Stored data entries
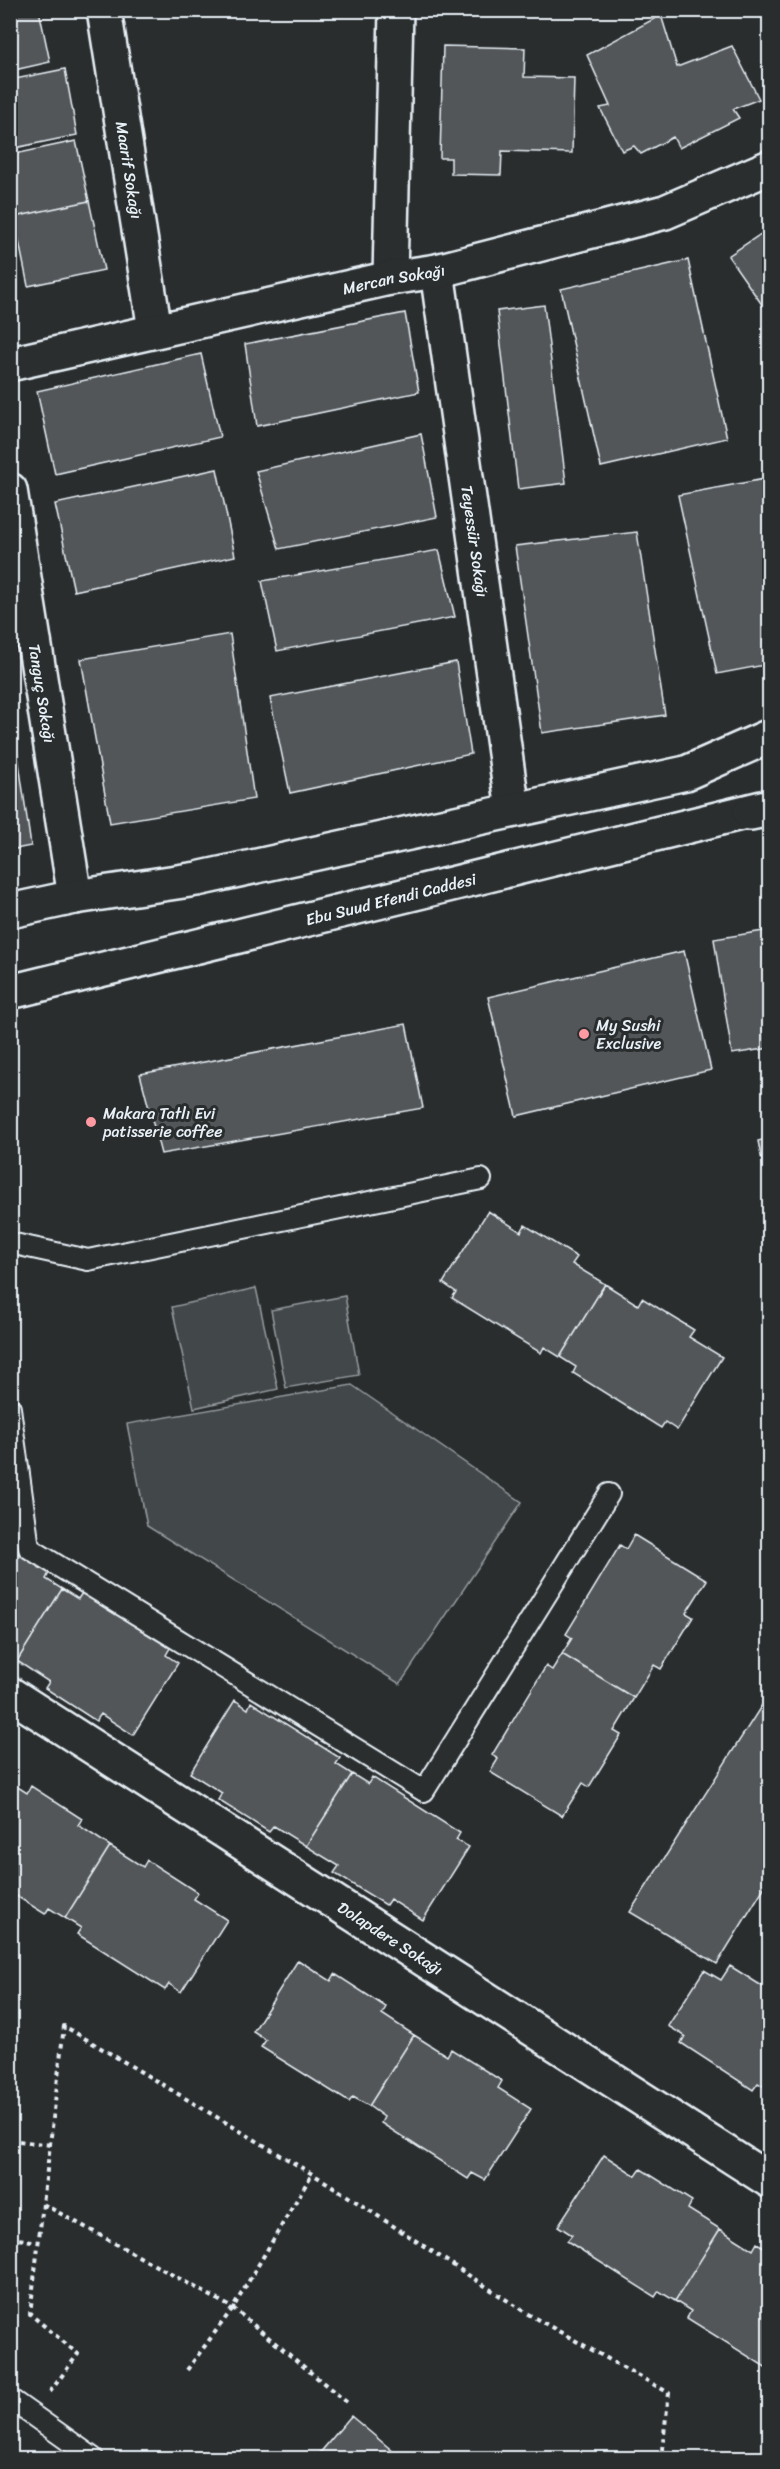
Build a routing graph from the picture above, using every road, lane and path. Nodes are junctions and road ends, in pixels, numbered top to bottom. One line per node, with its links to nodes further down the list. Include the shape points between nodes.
1 (104, 10): 6 (street, Maarif Sokağı)
2 (396, 10): 5 (street)
3 (770, 167): 4 (street, Mercan Sokağı, via 665,212)
4 (438, 271): 5 (street, Mercan Sokağı); 11 (street, Teyessür Sokağı)
5 (390, 278): 6 (street, Mercan Sokağı)
6 (155, 330): 7 (street, Mercan Sokağı)
7 (10, 364)
8 (10, 490): 12 (street, Tanguç Sokağı)
9 (770, 736): 11 (street, via 686,773)
10 (763, 809): 14 (street, Ebu Suud Efendi Caddesi)
11 (513, 810): 12 (street, via 197,879)
12 (75, 897): 13 (street)
13 (10, 911)
14 (10, 992)
15 (481, 1179): 16 (lane, via 88,1260)
16 (10, 1243)
17 (10, 1408): 18 (lane, via 29,1548 424,1791)
18 (609, 1494)
19 (10, 1694): 23 (street, Dolapdere Sokağı)
20 (10, 2140): 21 (path)
21 (51, 2145): 22 (path, via 64,2026); 24 (path)
22 (312, 2174): 27 (path); 33 (path, via 528,2314 669,2393)
23 (770, 2181)
24 (43, 2204): 26 (path); 27 (path)
25 (10, 2238): 26 (path)
26 (39, 2242): 31 (path, via 30,2314 78,2354)
27 (233, 2308): 28 (path); 30 (path)
28 (187, 2370)
29 (10, 2399): 31 (lane)
30 (350, 2405)
31 (34, 2414): 32 (lane)
32 (93, 2458)
33 (661, 2458)

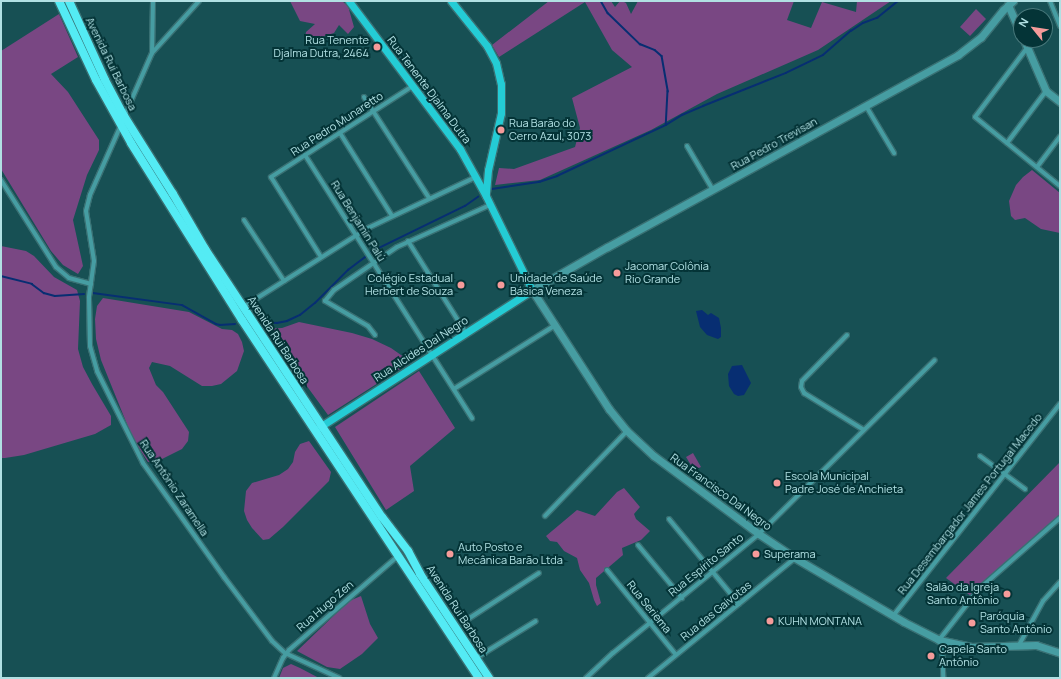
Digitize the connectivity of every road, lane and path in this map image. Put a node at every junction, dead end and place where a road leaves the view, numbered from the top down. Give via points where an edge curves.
1 (59, 1) edge
2 (69, 1) edge
3 (153, 1) edge
4 (199, 1) edge
5 (349, 1) edge
6 (451, 1) edge
7 (1050, 1) edge
8 (1011, 3) edge
9 (1060, 26) edge
10 (1027, 48) joint
11 (152, 53) junction
12 (413, 86) junction
13 (1046, 91) junction
14 (364, 97) dead end
15 (1060, 102) edge
16 (866, 106) junction
17 (373, 112) junction
18 (124, 116) junction
19 (120, 126) junction
20 (340, 133) junction
21 (1060, 137) edge
22 (1007, 143) junction
23 (687, 146) dead end
24 (894, 153) dead end
25 (305, 155) junction
26 (1037, 167) junction
27 (488, 170) junction
28 (476, 177) junction
29 (1, 180) edge
30 (1060, 186) edge
31 (713, 190) junction
32 (486, 196) junction
33 (429, 198) junction
34 (490, 205) junction
35 (392, 216) junction
36 (244, 220) dead end
37 (356, 235) junction
38 (408, 241) junction
39 (321, 257) junction
40 (372, 260) junction
41 (284, 281) junction
42 (91, 284) junction
43 (532, 290) junction
44 (243, 307) junction
45 (245, 317) junction
46 (554, 326) junction
47 (466, 333) junction
48 (375, 335) dead end
49 (847, 335) dead end
50 (432, 355) junction
51 (935, 360) dead end
52 (454, 389) junction
53 (1060, 404) edge
54 (472, 418) dead end
55 (318, 428) junction
56 (864, 430) junction
57 (627, 431) junction
58 (980, 456) dead end
59 (1004, 474) junction
60 (1025, 489) dead end
61 (545, 516) dead end
62 (1060, 518) edge
63 (670, 519) dead end
64 (759, 534) junction
65 (638, 545) dead end
66 (407, 549) junction
67 (397, 555) junction
68 (794, 558) junction
69 (608, 570) dead end
70 (713, 572) junction
71 (539, 573) dead end
72 (1060, 582) edge
73 (682, 598) junction
74 (739, 604) junction
75 (893, 616) junction
76 (536, 621) dead end
77 (650, 623) junction
78 (940, 640) junction
79 (1019, 645) junction
80 (285, 653) junction
81 (485, 653) junction
82 (1060, 653) edge
83 (676, 655) junction
84 (476, 658) junction
85 (274, 678) edge
86 (339, 678) edge
87 (479, 678) edge
88 (489, 678) edge
89 (586, 678) edge
90 (648, 678) edge
91 (943, 678) edge

1 - 19 main road, Avenida Rui Barbosa
2 - 18 main road, Avenida Rui Barbosa
3 - 11 street
4 - 11 street
5 - 12 main road, Rua Tenente Djalma Dutra
6 - 27 main road via 487,46 496,62 501,84 501,113
7 - 9 street
8 - 16 street, Rua Pedro Trevisan via 981,37 965,50
10 - 13 street
10 - 22 street via 975,117
11 - 18 street, Rua Antônio Zaramella
12 - 17 street, Rua Pedro Munaretto
12 - 28 main road, Rua Tenente Djalma Dutra via 460,149
13 - 15 street
13 - 22 street
14 - 17 street
16 - 24 street
16 - 31 street, Rua Pedro Trevisan
17 - 20 street, Rua Pedro Munaretto
17 - 33 street
18 - 19 street, Rua Antônio Zaramella
18 - 44 main road, Avenida Rui Barbosa
19 - 42 street, Rua Antônio Zaramella via 88,204 87,218 94,252
19 - 45 main road, Avenida Rui Barbosa
20 - 25 street, Rua Pedro Munaretto
20 - 35 street
21 - 26 street
22 - 26 street
23 - 31 street
25 - 37 street, Rua Benjamin Palú
25 - 39 street, Rua Pedro Munaretto via 271,177
26 - 30 street
27 - 28 main road via 482,176
27 - 32 main road
28 - 32 main road, Rua Tenente Djalma Dutra
28 - 33 street
29 - 42 street via 56,267 69,278
31 - 43 street, Rua Pedro Trevisan
32 - 34 main road, Rua Francisco Dal Negro
33 - 35 street
34 - 38 street
34 - 43 main road, Rua Francisco Dal Negro
35 - 37 street
36 - 41 street
37 - 39 street
37 - 40 street, Rua Benjamin Palú
38 - 40 street
38 - 47 street
39 - 41 street
40 - 48 street via 338,286 325,301 368,326
40 - 50 street, Rua Benjamin Palú
41 - 44 street
42 - 80 street, Rua Antônio Zaramella via 90,346 93,358 136,450 231,587 272,641
43 - 46 street, Rua Francisco Dal Negro
43 - 47 main road, Rua Alcides Dal Negro
44 - 45 main road, Avenida Rui Barbosa
45 - 55 main road, Avenida Rui Barbosa
46 - 52 street
46 - 57 street, Rua Francisco Dal Negro via 609,409
47 - 50 main road, Rua Alcides Dal Negro
49 - 56 street via 802,381 801,387 804,393
50 - 52 street, Rua Benjamin Palú
50 - 55 main road, Rua Alcides Dal Negro
51 - 56 street, Rua Espírito Santo
52 - 54 street, Rua Benjamin Palú
53 - 59 street, Rua Desembargador James Portugal Macedo
55 - 66 main road, Avenida Rui Barbosa
55 - 67 main road, Avenida Rui Barbosa
56 - 64 street, Rua Espírito Santo
57 - 61 street
57 - 64 street, Rua Francisco Dal Negro via 654,456
58 - 59 street
59 - 60 street
59 - 75 street, Rua Desembargador James Portugal Macedo
62 - 78 street via 979,589
63 - 70 street
64 - 68 street, Rua Francisco Dal Negro
64 - 70 street, Rua Espírito Santo
65 - 73 street
66 - 67 main road via 402,546 398,548
66 - 84 main road, Avenida Rui Barbosa via 420,574
67 - 80 street, Rua Hugo Zen
67 - 87 main road, Avenida Rui Barbosa
68 - 74 street, Rua das Gaivotas
68 - 75 street, Rua Francisco Dal Negro
69 - 77 street, Rua Seriema
70 - 73 street, Rua Espírito Santo
70 - 74 street
71 - 81 street via 465,621
72 - 79 street via 1042,601
73 - 77 street, Rua Espírito Santo
74 - 83 street, Rua das Gaivotas
75 - 78 street, Rua Francisco Dal Negro
76 - 81 street
77 - 83 street, Rua Seriema
77 - 89 street, Rua Espírito Santo
78 - 79 street, Rua Francisco Dal Negro via 971,647
78 - 91 street
79 - 82 street, Rua Francisco Dal Negro via 1036,646
80 - 85 street, Rua Hugo Zen
80 - 86 street, Rua Antônio Zaramella
81 - 84 street
83 - 90 street, Rua das Gaivotas
84 - 88 main road, Avenida Rui Barbosa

**Assignment:** Copy the lines that hold the word "Antônio". Take them from the records above.

**The answer:**
11 - 18 street, Rua Antônio Zaramella
18 - 19 street, Rua Antônio Zaramella
19 - 42 street, Rua Antônio Zaramella via 88,204 87,218 94,252
42 - 80 street, Rua Antônio Zaramella via 90,346 93,358 136,450 231,587 272,641
80 - 86 street, Rua Antônio Zaramella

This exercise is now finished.